Migration Path - Current to Production

Phase 1: Immediate (Today)

  1. ✅ StatefulSet migration completed (./scripts/migrate-to-statefulset.sh)
  2. ⏳ Test persistence (./scripts/test-persistence.sh)
  3. ⏳ Validate session affinity (./scripts/test-session-affinity.sh)

Current capacity: 3 light users

Phase 2: Small Team (This Week)

  1. Update terraform/environments/prod/values.yaml:
    • Increase pod resources to 4 vCPU, 8 GB RAM
    • Scale to 10 replicas
    • Increase workspace to 100Gi
  2. Apply with Terraform: terraform apply
  3. Monitor with kubectl top pods

Target capacity: 10-20 users

Phase 3: Production-Ready (Next Month)

  1. Enable autoscaling (min 10, max 50 replicas)
  2. Set up monitoring (Prometheus + Grafana)
  3. Configure alerts (OpsGenie/PagerDuty)
  4. Implement workspace storage tiers
  5. Load testing with 50+ concurrent users

Target capacity: 50-100 users

Phase 4: Enterprise Scale (Quarter)

  1. Multi-region deployment
  2. Regional node pools
  3. Advanced autoscaling (VPA + HPA)
  4. Cost optimization (preemptible nodes for dev)
  5. Advanced monitoring (distributed tracing)

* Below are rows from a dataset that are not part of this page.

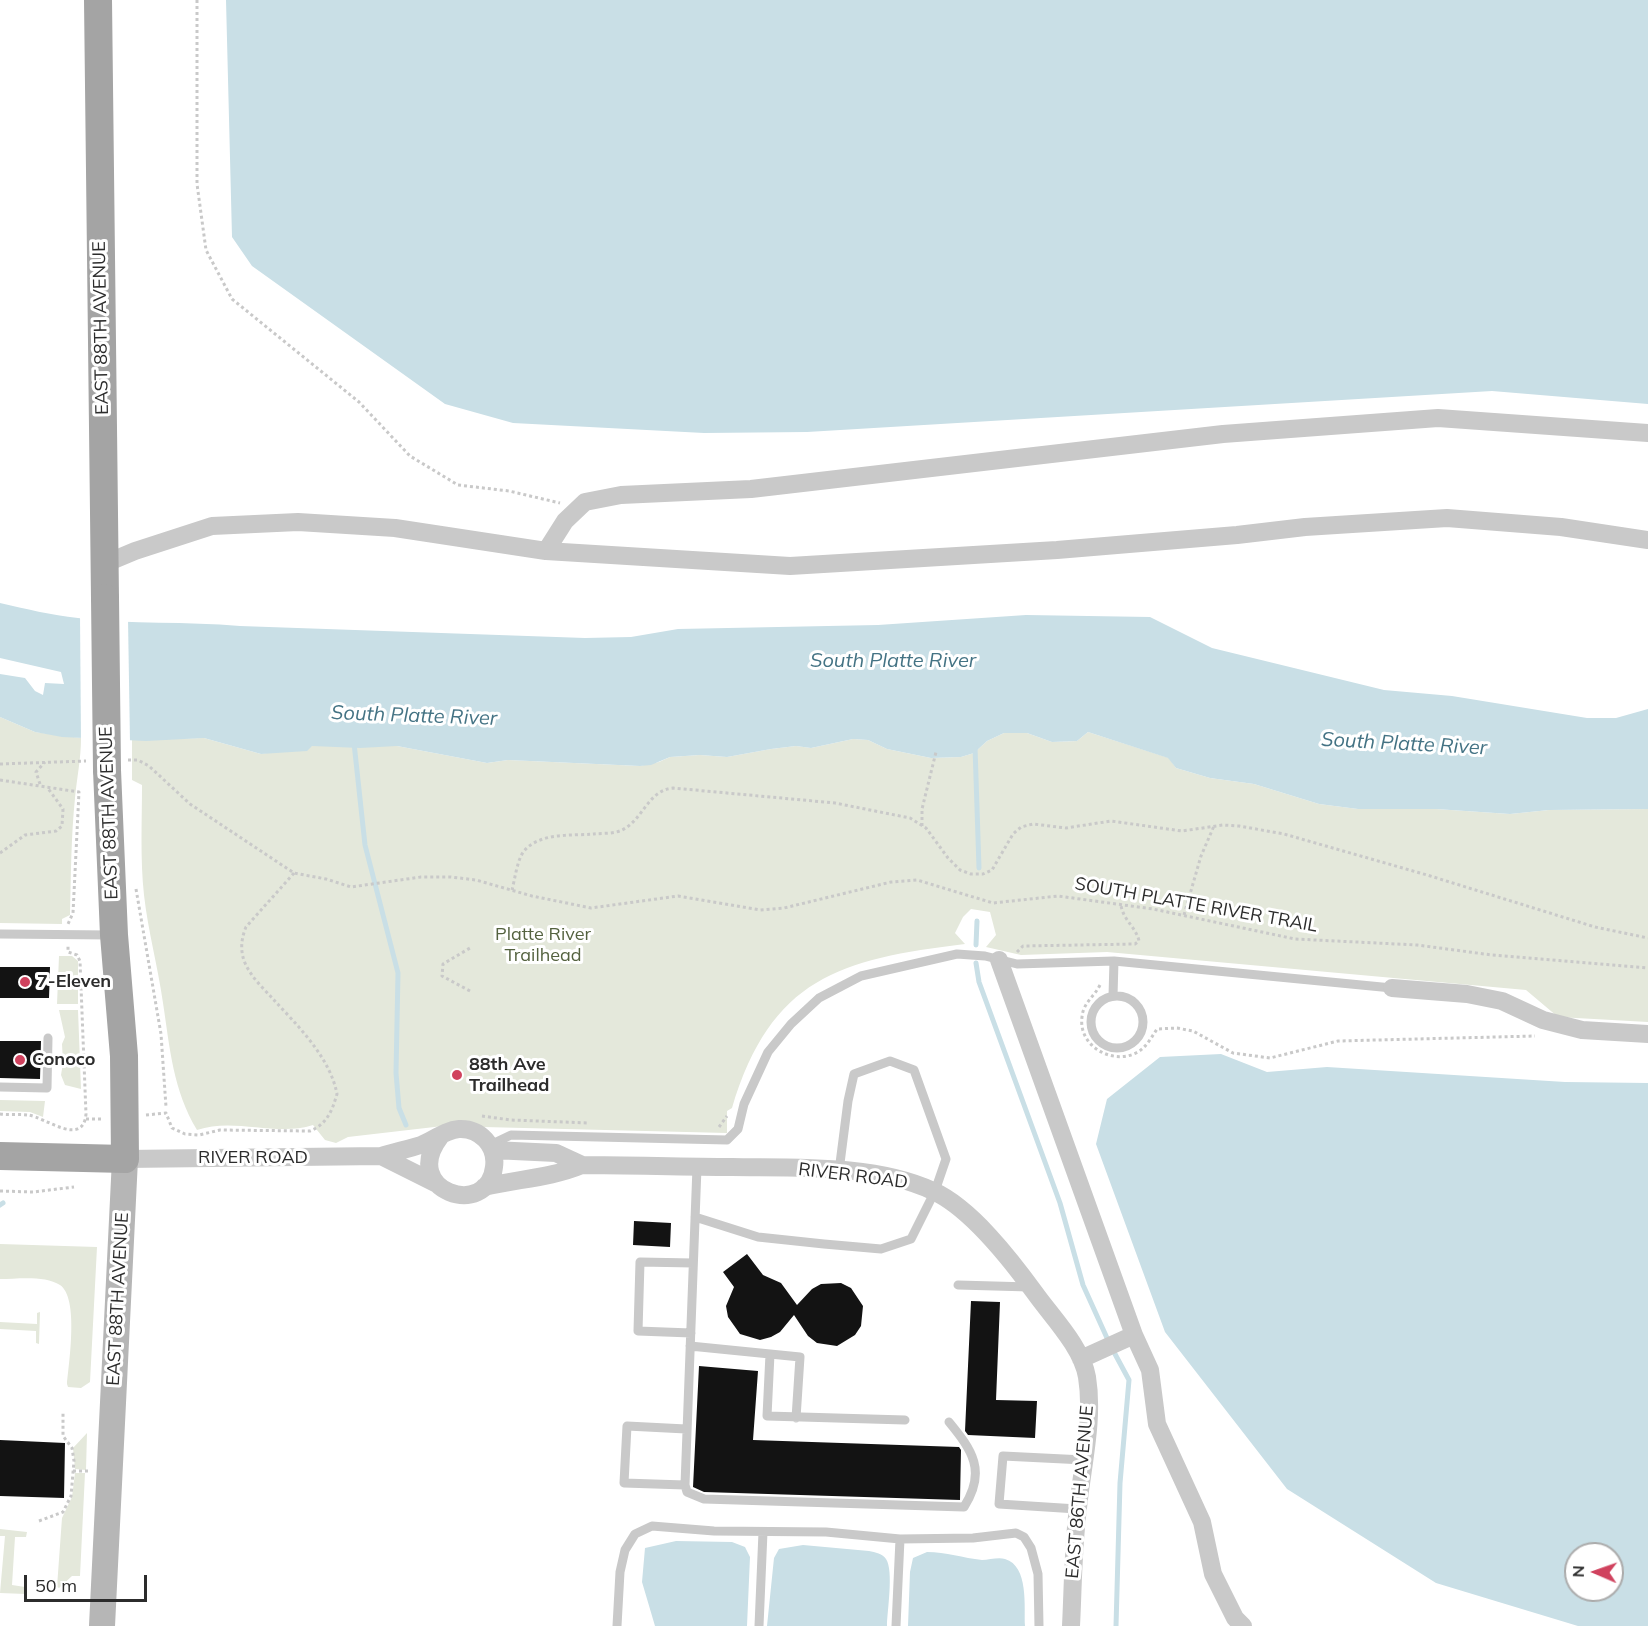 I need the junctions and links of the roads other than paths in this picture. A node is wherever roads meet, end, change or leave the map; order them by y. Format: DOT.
graph roads {
  1 [pos="98,0"];
  2 [pos="1648,433"];
  3 [pos="1648,540"];
  4 [pos="546,551"];
  5 [pos="104,564"];
  6 [pos="0,934"];
  7 [pos="114,935"];
  8 [pos="1000,957"];
  9 [pos="1114,961"];
  10 [pos="1392,988"];
  11 [pos="1113,996"];
  12 [pos="1648,1034"];
  13 [pos="48,1038"];
  14 [pos="0,1087"];
  15 [pos="440,1137"];
  16 [pos="491,1147"];
  17 [pos="0,1156"];
  18 [pos="381,1156"];
  19 [pos="124,1159"];
  20 [pos="582,1165"];
  21 [pos="697,1167"];
  22 [pos="839,1171"];
  23 [pos="437,1184"];
  24 [pos="484,1187"];
  25 [pos="935,1191"];
  26 [pos="695,1216"];
  27 [pos="693,1263"];
  28 [pos="958,1285"];
  29 [pos="1030,1287"];
  30 [pos="691,1333"];
  31 [pos="1127,1338"];
  32 [pos="690,1346"];
  33 [pos="770,1354"];
  34 [pos="1088,1356"];
  35 [pos="796,1418"];
  36 [pos="904,1420"];
  37 [pos="949,1422"];
  38 [pos="686,1429"];
  39 [pos="1084,1460"];
  40 [pos="685,1485"];
  41 [pos="1077,1509"];
  42 [pos="763,1532"];
  43 [pos="900,1539"];
  44 [pos="102,1626"];
  45 [pos="617,1626"];
  46 [pos="759,1626"];
  47 [pos="896,1626"];
  48 [pos="1039,1626"];
  49 [pos="1071,1626"];
  50 [pos="1243,1626"];
  1 -- 5 [label="main road, EAST 88TH AVENUE"];
  2 -- 4 [label="street"];
  3 -- 4 [label="street"];
  4 -- 5 [label="street"];
  5 -- 7 [label="main road, EAST 88TH AVENUE, bridge"];
  6 -- 7 [label="lane"];
  7 -- 19 [label="main road, EAST 88TH AVENUE"];
  8 -- 9 [label="lane"];
  8 -- 16 [label="lane"];
  8 -- 31 [label="street"];
  9 -- 10 [label="lane"];
  9 -- 11 [label="lane"];
  10 -- 12 [label="street"];
  11 -- 11 [label="lane"];
  13 -- 14 [label="lane"];
  15 -- 16 [label="street"];
  15 -- 18 [label="street, RIVER ROAD"];
  15 -- 23 [label="street"];
  16 -- 20 [label="street, RIVER ROAD"];
  16 -- 24 [label="street"];
  17 -- 19 [label="main road"];
  18 -- 19 [label="street, RIVER ROAD"];
  18 -- 23 [label="street, RIVER ROAD"];
  19 -- 44 [label="main road, EAST 88TH AVENUE"];
  20 -- 21 [label="street, RIVER ROAD"];
  20 -- 24 [label="street, RIVER ROAD"];
  21 -- 22 [label="street, RIVER ROAD"];
  21 -- 26 [label="lane"];
  22 -- 25 [label="street, RIVER ROAD"];
  22 -- 25 [label="lane"];
  23 -- 24 [label="street"];
  25 -- 26 [label="lane"];
  25 -- 29 [label="street, RIVER ROAD"];
  26 -- 27 [label="lane"];
  27 -- 30 [label="lane"];
  27 -- 30 [label="lane"];
  28 -- 29 [label="lane"];
  29 -- 34 [label="street, RIVER ROAD"];
  30 -- 32 [label="lane"];
  31 -- 34 [label="street"];
  31 -- 50 [label="street"];
  32 -- 33 [label="lane"];
  32 -- 38 [label="lane"];
  33 -- 35 [label="lane"];
  33 -- 35 [label="lane"];
  34 -- 39 [label="street, EAST 86TH AVENUE"];
  35 -- 36 [label="lane"];
  37 -- 40 [label="lane"];
  38 -- 40 [label="lane"];
  38 -- 40 [label="lane"];
  39 -- 41 [label="street, EAST 86TH AVENUE"];
  39 -- 41 [label="lane"];
  41 -- 49 [label="street, EAST 86TH AVENUE"];
  42 -- 43 [label="lane"];
  42 -- 45 [label="lane"];
  42 -- 46 [label="lane"];
  43 -- 47 [label="lane"];
  43 -- 48 [label="lane"];
} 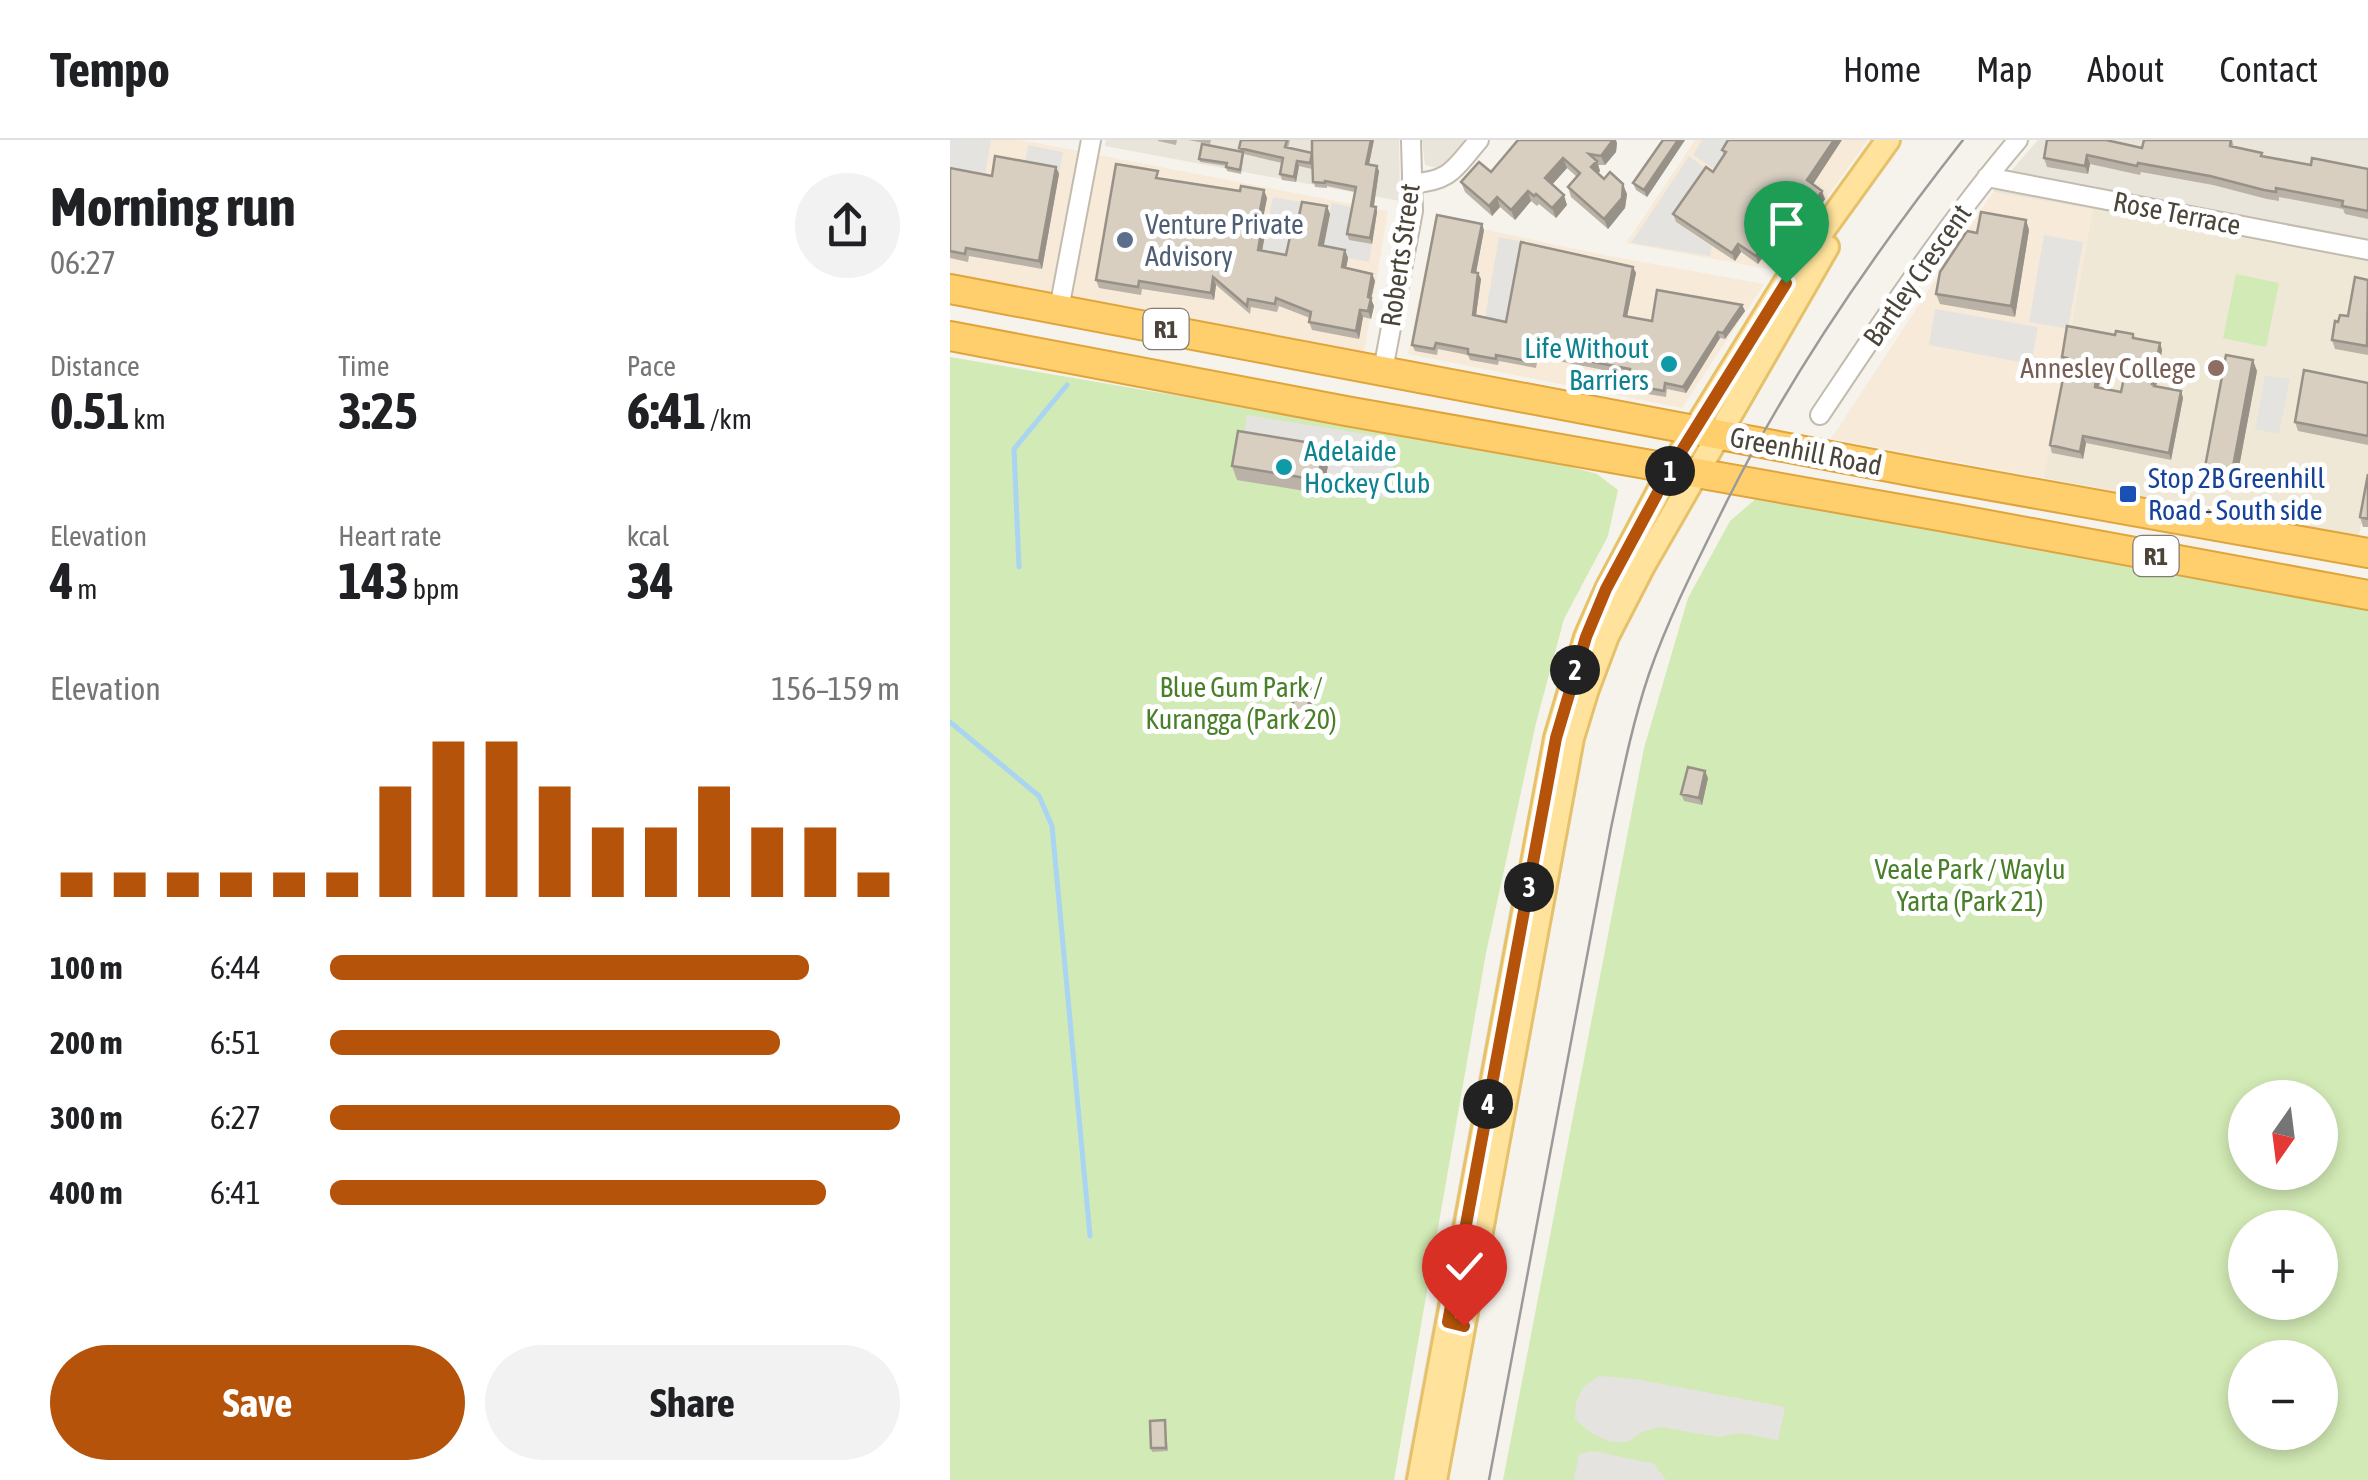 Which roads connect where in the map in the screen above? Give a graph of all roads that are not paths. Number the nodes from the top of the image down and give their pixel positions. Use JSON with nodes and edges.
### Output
{"nodes":[{"id":1,"x":1091,"y":140,"type":"edge"},
{"id":2,"x":1411,"y":140,"type":"edge"},
{"id":3,"x":1479,"y":140,"type":"edge"},
{"id":4,"x":1889,"y":140,"type":"edge"},
{"id":5,"x":2018,"y":140,"type":"edge"},
{"id":6,"x":1987,"y":177,"type":"junction"},
{"id":7,"x":1414,"y":183,"type":"junction"},
{"id":8,"x":2368,"y":250,"type":"edge"},
{"id":9,"x":950,"y":290,"type":"edge"},
{"id":10,"x":1059,"y":309,"type":"junction"},
{"id":11,"x":1181,"y":332,"type":"junction"},
{"id":12,"x":950,"y":336,"type":"edge"},
{"id":13,"x":1382,"y":370,"type":"junction"},
{"id":14,"x":1197,"y":382,"type":"junction"},
{"id":15,"x":1538,"y":399,"type":"junction"},
{"id":16,"x":1346,"y":411,"type":"junction"},
{"id":17,"x":1820,"y":415,"type":"dead end"},
{"id":18,"x":1706,"y":432,"type":"junction"},
{"id":19,"x":1561,"y":449,"type":"junction"},
{"id":20,"x":1684,"y":471,"type":"junction"},
{"id":21,"x":1931,"y":475,"type":"junction"},
{"id":22,"x":1945,"y":517,"type":"junction"},
{"id":23,"x":2368,"y":553,"type":"edge"},
{"id":24,"x":2368,"y":595,"type":"edge"},
{"id":25,"x":1456,"y":1324,"type":"junction"},
{"id":26,"x":1419,"y":1480,"type":"edge"},
{"id":27,"x":1435,"y":1480,"type":"edge"}],
"edges":[{"from":1,"to":10,"type":"street"},
{"from":2,"to":7,"type":"street","name":"Roberts Street"},
{"from":3,"to":7,"type":"street"},
{"from":4,"to":18,"type":"main road"},
{"from":5,"to":6,"type":"street","name":"Bartley Crescent"},
{"from":6,"to":8,"type":"street","name":"Rose Terrace"},
{"from":6,"to":17,"type":"street","name":"Bartley Crescent"},
{"from":7,"to":13,"type":"street","name":"Roberts Street"},
{"from":9,"to":10,"type":"highway","name":"Greenhill Road","number":"R1"},
{"from":10,"to":11,"type":"highway","name":"Greenhill Road","number":"R1"},
{"from":11,"to":13,"type":"highway","name":"Greenhill Road","number":"R1"},
{"from":11,"to":14,"type":"highway"},
{"from":12,"to":14,"type":"highway","name":"Greenhill Road","number":"R1"},
{"from":13,"to":15,"type":"highway","name":"Greenhill Road","number":"R1"},
{"from":13,"to":16,"type":"highway"},
{"from":14,"to":16,"type":"highway","name":"Greenhill Road","number":"R1"},
{"from":15,"to":18,"type":"highway","name":"Greenhill Road","number":"R1"},
{"from":15,"to":19,"type":"highway"},
{"from":16,"to":19,"type":"highway","name":"Greenhill Road","number":"R1"},
{"from":18,"to":20,"type":"main road"},
{"from":18,"to":21,"type":"highway","name":"Greenhill Road","number":"R1"},
{"from":19,"to":20,"type":"highway","name":"Greenhill Road","number":"R1"},
{"from":20,"to":22,"type":"highway","name":"Greenhill Road","number":"R1"},
{"from":20,"to":25,"type":"main road"},
{"from":21,"to":22,"type":"highway"},
{"from":21,"to":23,"type":"highway","name":"Greenhill Road","number":"R1"},
{"from":22,"to":24,"type":"highway","name":"Greenhill Road","number":"R1"},
{"from":25,"to":26,"type":"main road"},
{"from":25,"to":27,"type":"main road"}]}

Target capacity: 500+ users


Summary

Current State

  • Configuration: 3 pods, 2 vCPU + 2 GB RAM each
  • Capacity: 3 concurrent light users (1 per pod)
  • Production-ready: ❌ NO - severely under-provisioned

Update terraform/environments/prod/values.yaml with:

replicaCount: 10

resources:
requests:
memory: "4Gi"
cpu: "2000m"
limits:
memory: "8Gi"
cpu: "4000m"

persistence:
workspace:
size: 100Gi

autoscaling:
enabled: true
minReplicas: 10
maxReplicas: 30

This will support:

  • 10-20 light development users
  • 10 full development users
  • Autoscaling to 30 pods during peak load

Estimated cost: $400-600/month


Next: Apply Terraform changes and monitor actual usage to optimize further.